Il sera statué à nouveau, l’ordonnance devant être rétractée. Il sera en conséquence fait droit à la demande de la Sarl Aquitaine Habitat tendant à voir ordonnée la restitution des documents et données informatiques copiés lors du constat sous astreinte tel qu’il sera précisé au dispositif suivant.

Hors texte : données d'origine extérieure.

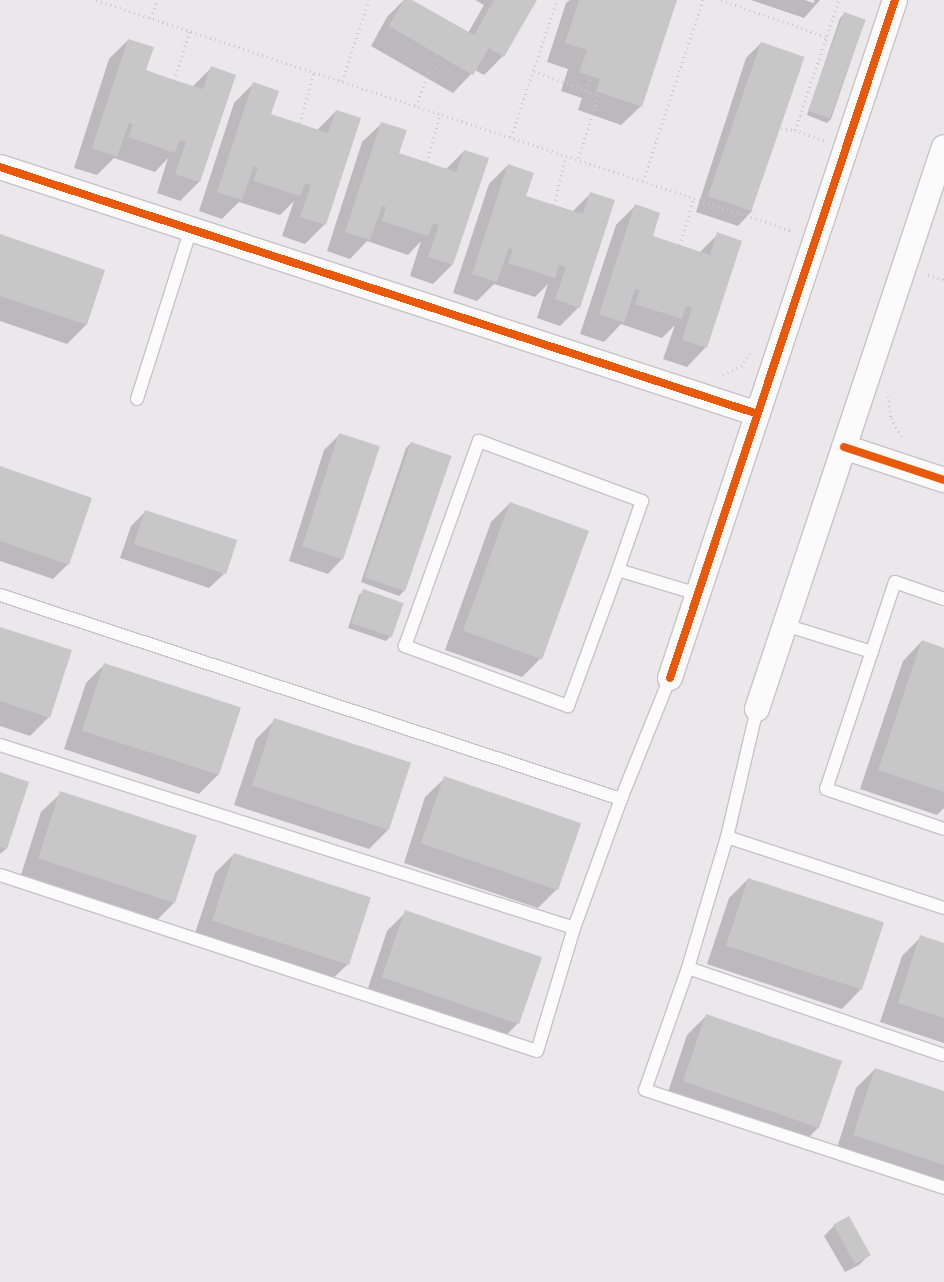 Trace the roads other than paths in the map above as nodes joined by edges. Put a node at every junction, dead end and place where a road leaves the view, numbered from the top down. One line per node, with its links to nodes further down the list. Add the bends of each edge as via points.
1 (895, 0): 6 (street)
2 (944, 147): 7 (street)
3 (0, 167): 4 (street)
4 (191, 229): 5 (lane); 6 (street)
5 (137, 399)
6 (758, 414): 10 (street)
7 (844, 447): 8 (street); 13 (street)
8 (944, 480)
9 (618, 570): 9 (lane, via 642,501 479,441 405,646 568,706); 10 (lane)
10 (698, 594): 15 (street)
11 (0, 595): 18 (lane)
12 (944, 599): 14 (lane, via 895,582)
13 (785, 625): 14 (lane); 16 (street)
14 (872, 652): 19 (lane, via 826,789)
15 (670, 678): 18 (lane)
16 (757, 709): 20 (lane)
17 (0, 745): 23 (lane)
18 (621, 798): 23 (lane)
19 (944, 829)
20 (727, 837): 22 (lane); 24 (lane)
21 (0, 875): 23 (lane, via 537,1051)
22 (944, 908)
23 (574, 928)
24 (688, 968): 25 (lane); 26 (lane, via 645,1090)
25 (944, 1055)
26 (944, 1188) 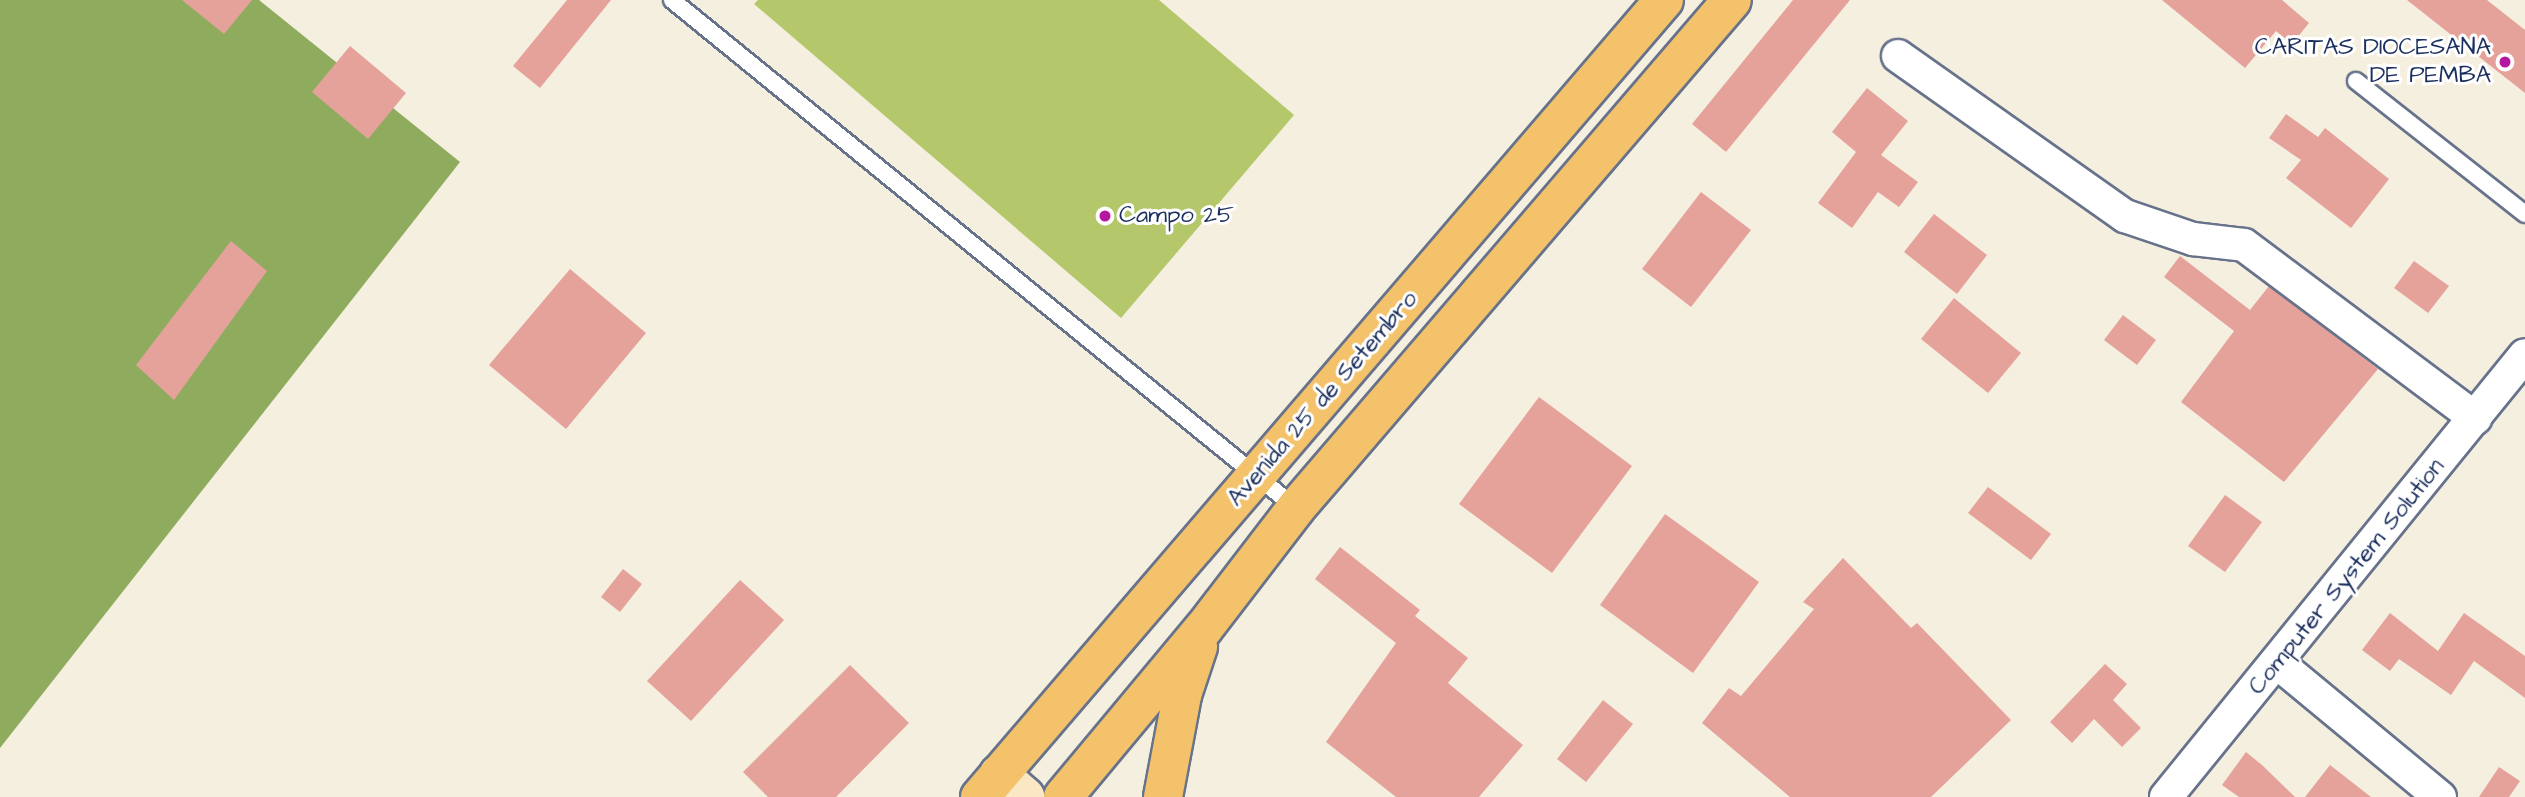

Sur les mesures accessoires.
Partie perdante, la SAS MCA et M. [C] seront condamnés aux dépens de première instance et d’appel. L’ordonnance sera infirmée en ce qu’elle a condamné la SAS Aquitaine Habitat au paiement d’une indemnité sur le fondement de l’article 700 du code de procédure civile. La SAS Maisons MCA et M. [C] seront condamnés au paiement d’une somme de 1500 euros à intimé sur ce fondement.
La Cour,
Ordonne le rabat de l’ordonnance de clôture au jour de l’audience de plaidoiries,
Donne acte à la Selarl Philae et à la Selarl Ajilink [X] de leur intervention volontaire à l’instance en qualités de mandataire judiciaire et d’administrateur judiciaire de la Sarl Aquitaine Habitat,
Infirme en toutes ses dispositions l’ordonnance déférée,
Statuant à nouveau et y ajoutant,
Ordonne la rétractation de l’ordonnance rendue le 1er décembre 2022 à la requête de la SAS Maisons MCA et de M. [S] [C],
Ordonne à la SAS Maisons MCA et à M. [C] de restituer à la Sarl Aquitaine Habitat l’ensemble des documents et données informatiques copiés lors du constat de Me [F] [V] le 10 janvier 2023 et ce, dans un délai de quinze jours à compter de la signification de l’ordonnance à intervenir, sous astreinte de 500 euros par jour de retard pendant un mois,
Condamne la SAS Maisons MCA et M. [S] [C] à payer à la Sarl Aquitaine Habitat une somme de 1500 euros sur le fondement de l’article 700 du code de procédure civile,
Condamne la SAS Maisons MCA et M. [S] [C] aux dépens de première instance et d’appel.
Le présent arrêt a été signé par Madame Paule POIREL, président, et par Mme Séléna BONNET, greffier, auquel la minute de la décision a été remise par le magistrat signataire.